(Stored data entries)
::::::
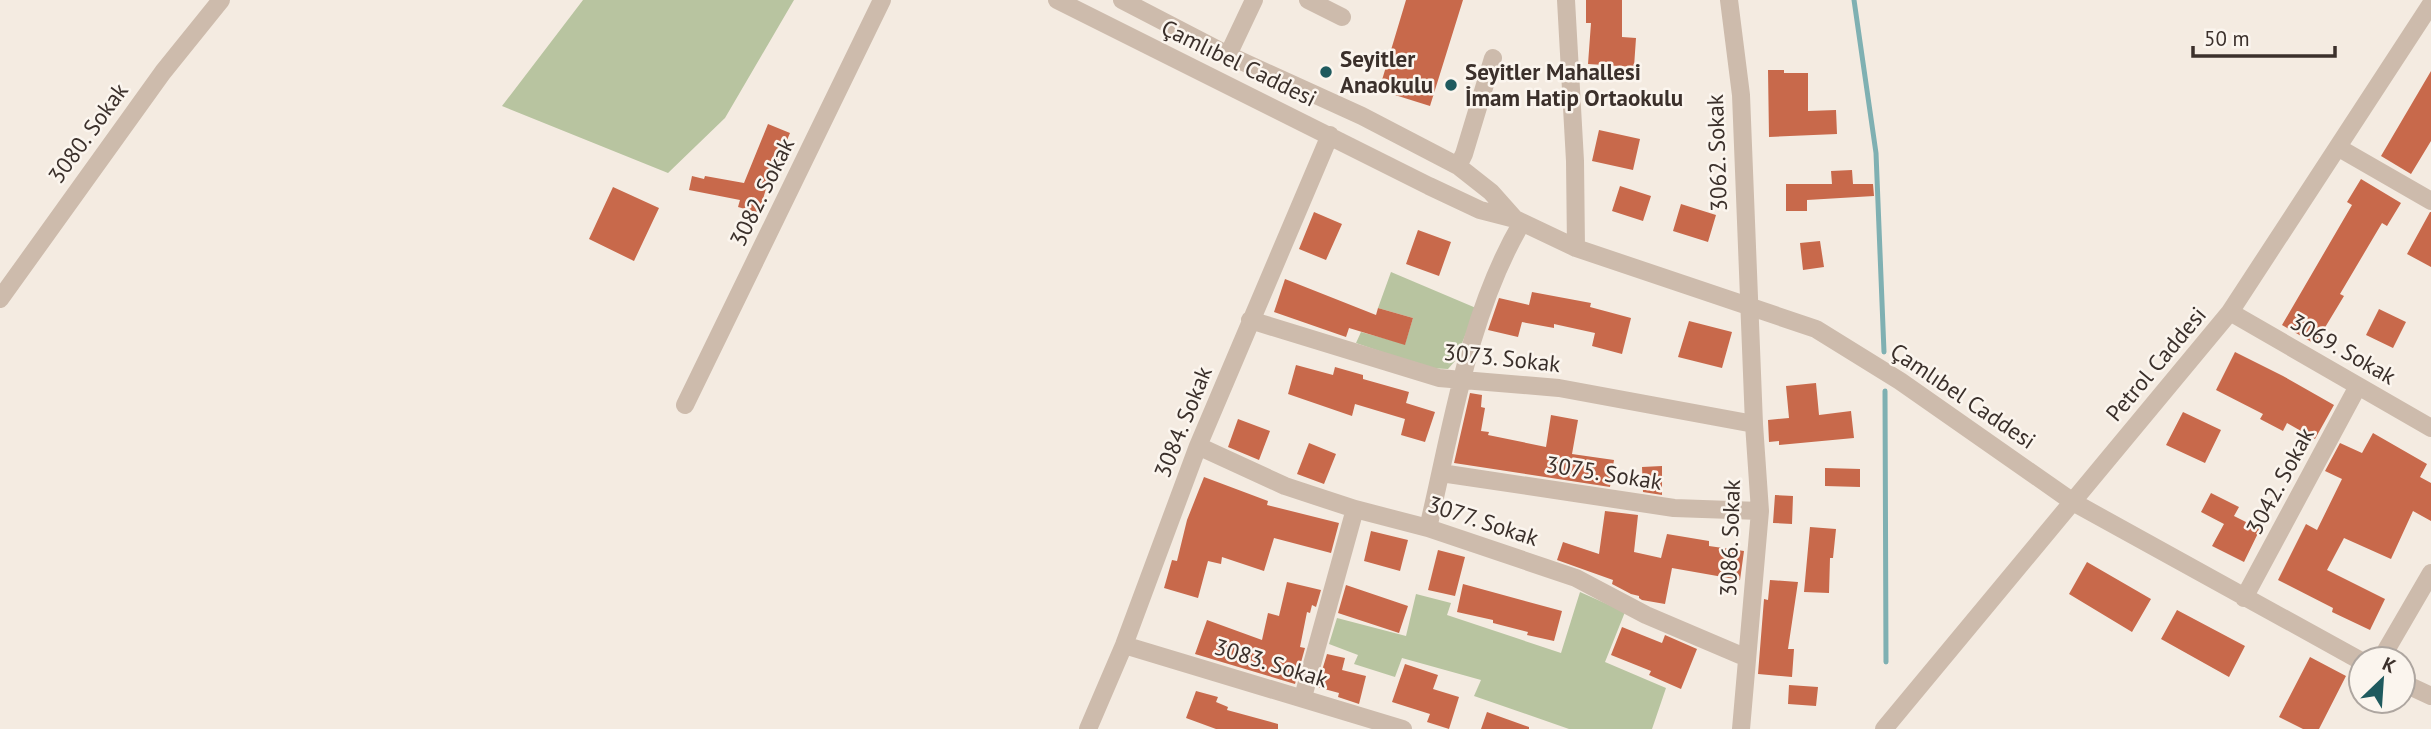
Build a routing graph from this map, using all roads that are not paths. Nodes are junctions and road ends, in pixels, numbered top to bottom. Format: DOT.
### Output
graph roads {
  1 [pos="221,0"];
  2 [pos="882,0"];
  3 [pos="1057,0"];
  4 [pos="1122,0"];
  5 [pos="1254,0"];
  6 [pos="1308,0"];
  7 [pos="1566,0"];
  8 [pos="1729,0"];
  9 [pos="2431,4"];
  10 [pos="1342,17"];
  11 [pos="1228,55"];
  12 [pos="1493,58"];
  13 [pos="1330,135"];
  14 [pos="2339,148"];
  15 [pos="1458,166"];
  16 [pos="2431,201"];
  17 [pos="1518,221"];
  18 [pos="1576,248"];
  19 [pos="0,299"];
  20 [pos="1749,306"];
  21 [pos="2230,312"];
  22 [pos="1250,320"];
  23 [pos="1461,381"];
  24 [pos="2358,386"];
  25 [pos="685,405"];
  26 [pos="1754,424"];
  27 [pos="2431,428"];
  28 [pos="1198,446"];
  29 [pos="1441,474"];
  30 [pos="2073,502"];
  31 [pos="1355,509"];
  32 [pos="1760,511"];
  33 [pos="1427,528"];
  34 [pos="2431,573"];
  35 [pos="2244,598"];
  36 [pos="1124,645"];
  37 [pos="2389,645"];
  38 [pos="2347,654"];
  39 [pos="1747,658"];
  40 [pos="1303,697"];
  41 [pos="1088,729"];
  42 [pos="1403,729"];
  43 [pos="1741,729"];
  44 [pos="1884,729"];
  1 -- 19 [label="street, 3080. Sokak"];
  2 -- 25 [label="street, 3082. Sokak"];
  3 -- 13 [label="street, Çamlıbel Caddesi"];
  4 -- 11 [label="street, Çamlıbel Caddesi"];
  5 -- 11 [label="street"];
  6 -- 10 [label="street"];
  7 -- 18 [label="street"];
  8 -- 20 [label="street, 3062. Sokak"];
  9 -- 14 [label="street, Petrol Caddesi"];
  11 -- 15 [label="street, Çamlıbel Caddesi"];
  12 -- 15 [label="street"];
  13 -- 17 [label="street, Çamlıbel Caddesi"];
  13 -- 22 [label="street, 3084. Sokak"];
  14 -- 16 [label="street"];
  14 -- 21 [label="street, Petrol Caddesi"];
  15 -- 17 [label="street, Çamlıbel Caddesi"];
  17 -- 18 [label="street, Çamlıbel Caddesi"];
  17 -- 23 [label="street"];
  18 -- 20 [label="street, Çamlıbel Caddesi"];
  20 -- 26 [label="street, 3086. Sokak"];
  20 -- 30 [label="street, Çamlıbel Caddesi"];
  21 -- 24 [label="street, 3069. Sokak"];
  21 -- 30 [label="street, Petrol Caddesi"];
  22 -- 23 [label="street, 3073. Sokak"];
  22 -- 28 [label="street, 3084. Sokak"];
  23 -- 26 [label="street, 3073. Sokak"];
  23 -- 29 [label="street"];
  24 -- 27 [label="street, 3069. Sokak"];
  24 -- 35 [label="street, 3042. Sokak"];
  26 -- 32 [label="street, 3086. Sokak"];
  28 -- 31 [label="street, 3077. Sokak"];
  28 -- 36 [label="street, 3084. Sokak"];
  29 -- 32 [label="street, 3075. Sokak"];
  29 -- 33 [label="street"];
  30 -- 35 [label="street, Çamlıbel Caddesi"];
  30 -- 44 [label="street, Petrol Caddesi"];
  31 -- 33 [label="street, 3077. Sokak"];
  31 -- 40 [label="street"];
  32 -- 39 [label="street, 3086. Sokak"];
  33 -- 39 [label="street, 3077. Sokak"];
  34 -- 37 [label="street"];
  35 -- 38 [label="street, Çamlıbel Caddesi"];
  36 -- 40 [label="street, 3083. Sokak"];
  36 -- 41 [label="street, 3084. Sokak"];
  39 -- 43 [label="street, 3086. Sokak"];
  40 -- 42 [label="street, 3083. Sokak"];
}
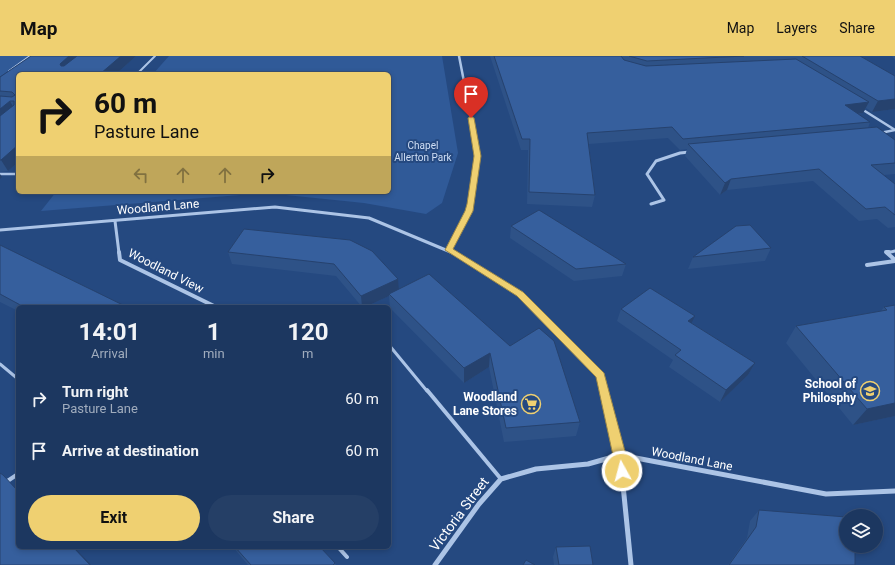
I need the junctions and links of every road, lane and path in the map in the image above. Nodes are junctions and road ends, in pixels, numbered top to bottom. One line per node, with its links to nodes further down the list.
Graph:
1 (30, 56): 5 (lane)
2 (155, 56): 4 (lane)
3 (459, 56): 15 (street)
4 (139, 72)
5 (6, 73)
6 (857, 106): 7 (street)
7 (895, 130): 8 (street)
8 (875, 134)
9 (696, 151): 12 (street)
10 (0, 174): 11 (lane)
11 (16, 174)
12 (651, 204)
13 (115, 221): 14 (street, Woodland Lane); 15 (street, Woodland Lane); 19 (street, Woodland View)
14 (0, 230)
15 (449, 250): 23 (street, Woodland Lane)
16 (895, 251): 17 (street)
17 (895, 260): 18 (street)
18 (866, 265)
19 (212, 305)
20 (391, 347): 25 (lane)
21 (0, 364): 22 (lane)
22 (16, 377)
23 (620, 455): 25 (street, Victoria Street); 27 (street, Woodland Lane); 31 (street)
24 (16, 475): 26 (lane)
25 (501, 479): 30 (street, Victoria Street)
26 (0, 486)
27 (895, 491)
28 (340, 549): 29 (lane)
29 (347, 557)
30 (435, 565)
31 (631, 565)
::::::
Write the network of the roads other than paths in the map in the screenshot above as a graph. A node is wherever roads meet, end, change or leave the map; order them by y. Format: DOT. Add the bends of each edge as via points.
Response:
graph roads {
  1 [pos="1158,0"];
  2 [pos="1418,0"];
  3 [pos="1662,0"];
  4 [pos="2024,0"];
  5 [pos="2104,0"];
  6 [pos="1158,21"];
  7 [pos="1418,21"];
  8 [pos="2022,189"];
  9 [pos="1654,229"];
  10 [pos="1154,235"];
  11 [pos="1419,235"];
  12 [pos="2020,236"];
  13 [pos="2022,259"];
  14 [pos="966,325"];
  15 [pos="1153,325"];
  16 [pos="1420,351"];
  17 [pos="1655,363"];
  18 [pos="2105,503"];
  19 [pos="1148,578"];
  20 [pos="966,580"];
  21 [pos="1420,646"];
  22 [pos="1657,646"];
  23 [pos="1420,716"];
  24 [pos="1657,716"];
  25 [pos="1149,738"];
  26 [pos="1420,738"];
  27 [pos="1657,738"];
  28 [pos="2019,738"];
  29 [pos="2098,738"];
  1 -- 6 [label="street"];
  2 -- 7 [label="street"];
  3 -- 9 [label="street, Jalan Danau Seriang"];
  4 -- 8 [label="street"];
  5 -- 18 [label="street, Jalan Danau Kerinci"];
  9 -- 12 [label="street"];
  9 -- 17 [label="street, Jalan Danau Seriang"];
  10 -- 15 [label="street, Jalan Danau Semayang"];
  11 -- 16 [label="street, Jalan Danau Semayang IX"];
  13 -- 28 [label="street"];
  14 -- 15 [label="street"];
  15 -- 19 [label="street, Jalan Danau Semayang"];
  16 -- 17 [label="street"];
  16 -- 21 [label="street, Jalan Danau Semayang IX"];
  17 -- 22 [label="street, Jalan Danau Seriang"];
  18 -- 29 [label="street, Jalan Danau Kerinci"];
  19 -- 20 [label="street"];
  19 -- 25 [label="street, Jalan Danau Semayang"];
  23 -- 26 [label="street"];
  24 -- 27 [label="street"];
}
::::::
## Task to complete
Search the entries for the string "Woodland" and copy each line where it occurs.

## Response area
13 (115, 221): 14 (street, Woodland Lane); 15 (street, Woodland Lane); 19 (street, Woodland View)
15 (449, 250): 23 (street, Woodland Lane)
23 (620, 455): 25 (street, Victoria Street); 27 (street, Woodland Lane); 31 (street)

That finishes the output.